Transfer of Nursing Home Residents Comes Too Late, Says Daughter Who Lost Her Dad to Coronavirus

Tags: Currents Brooklyn, NY, Coronavirus, Family, Governor Andrew Cuomo, Media, Nursing Home, Queens, NY, World News

By Jessica Easthope

More than 5,200 nursing home residents across New York State have died from coronavirus. Bianca Corozzo’s 72-year-old father was one of them.

“I had no idea they were closing their doors to visitors but opening their doors to residents who were potentially positive, I had no idea,” Bianca said. She never got to say goodbye.

In March, the State Department of Health began limiting visitations but requiring nursing homes to accept and readmit recovering patients, even if they were still positive. That’s when Bianca thinks her father, Anthony, got sick in his Nassau County facility.

“No, you don’t want to walk a virus into a nursing home that could kill the person you’re going to visit,” said Governor Andrew Cuomo.

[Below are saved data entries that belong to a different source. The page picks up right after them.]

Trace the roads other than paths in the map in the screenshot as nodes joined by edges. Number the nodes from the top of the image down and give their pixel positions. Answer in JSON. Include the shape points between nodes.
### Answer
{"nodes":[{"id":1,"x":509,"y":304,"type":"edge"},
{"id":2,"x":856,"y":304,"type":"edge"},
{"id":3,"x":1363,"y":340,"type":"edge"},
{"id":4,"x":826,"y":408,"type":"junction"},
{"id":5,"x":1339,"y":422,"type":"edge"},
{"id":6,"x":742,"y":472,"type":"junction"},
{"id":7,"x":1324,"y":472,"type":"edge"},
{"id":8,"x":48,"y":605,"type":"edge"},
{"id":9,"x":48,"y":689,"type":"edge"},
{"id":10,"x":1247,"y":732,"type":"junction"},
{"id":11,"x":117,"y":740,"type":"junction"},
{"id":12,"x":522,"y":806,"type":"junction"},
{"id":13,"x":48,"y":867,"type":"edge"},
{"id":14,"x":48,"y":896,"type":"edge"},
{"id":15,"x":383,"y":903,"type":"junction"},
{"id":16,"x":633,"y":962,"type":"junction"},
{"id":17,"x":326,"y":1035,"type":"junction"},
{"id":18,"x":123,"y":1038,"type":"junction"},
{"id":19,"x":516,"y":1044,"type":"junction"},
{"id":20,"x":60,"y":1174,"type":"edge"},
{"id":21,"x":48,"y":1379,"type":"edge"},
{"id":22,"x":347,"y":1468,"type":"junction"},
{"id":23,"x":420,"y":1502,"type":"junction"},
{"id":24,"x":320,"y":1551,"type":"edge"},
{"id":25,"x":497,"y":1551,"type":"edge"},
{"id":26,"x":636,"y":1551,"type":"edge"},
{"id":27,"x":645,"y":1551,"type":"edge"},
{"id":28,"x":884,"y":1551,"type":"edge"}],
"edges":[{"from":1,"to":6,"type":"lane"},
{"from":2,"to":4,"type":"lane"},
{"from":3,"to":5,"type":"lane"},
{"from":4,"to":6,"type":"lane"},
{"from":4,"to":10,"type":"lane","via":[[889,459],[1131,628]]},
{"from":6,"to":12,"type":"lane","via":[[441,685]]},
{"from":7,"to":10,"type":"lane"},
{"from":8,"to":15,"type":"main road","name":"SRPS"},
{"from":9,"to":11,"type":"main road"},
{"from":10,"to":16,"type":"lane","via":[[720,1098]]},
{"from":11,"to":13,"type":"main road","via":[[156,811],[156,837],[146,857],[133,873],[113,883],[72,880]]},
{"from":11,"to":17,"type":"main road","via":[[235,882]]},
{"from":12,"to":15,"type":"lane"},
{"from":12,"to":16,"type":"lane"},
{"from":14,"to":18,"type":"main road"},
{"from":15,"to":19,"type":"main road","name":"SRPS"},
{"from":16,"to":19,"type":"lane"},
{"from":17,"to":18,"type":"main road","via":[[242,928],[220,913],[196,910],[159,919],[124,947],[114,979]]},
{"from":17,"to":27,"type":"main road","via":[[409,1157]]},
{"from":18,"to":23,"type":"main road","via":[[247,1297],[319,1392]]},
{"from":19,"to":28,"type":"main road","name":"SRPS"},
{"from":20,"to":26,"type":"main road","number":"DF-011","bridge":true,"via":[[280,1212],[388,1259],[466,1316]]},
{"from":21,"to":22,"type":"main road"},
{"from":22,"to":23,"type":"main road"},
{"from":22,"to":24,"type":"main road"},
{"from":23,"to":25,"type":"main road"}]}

Governor Cuomo partially reversed the problematic mandate over the weekend. Now, patients must test negative before they can be discharged to nursing homes and all staff will be tested twice a week, or lose their license. Bianca says this is too little, too late.

“On day 71 to say, ‘Okay,’ there’s so much damage that’s been done I don’t know if there’s anything that could reverse that,” Bianca said.

She’s not alone in her criticism. New York State Senate Republicans have called for an independent investigation into nursing home deaths. According to the latest figures from the Department of Health, 12 percent of the state’s COVID-19 deaths have been nursing home residents. The virus has already likely killed more than five percent of all New York nursing home residents.

“People in nursing homes and seniors, this is where this virus feeds, this is where this virus started,” said Cuomo.

The governor directed the Department of Health and the Attorney General’s Office in late April to begin investigating nursing homes for compliance with state directives. But many industry advocates have argued that those directives are constantly changing, leaving families without closure.

“I’ll never know what really happened,” Bianca said. “If it was he didn’t get the care he needed or the nurses were really over-extended.”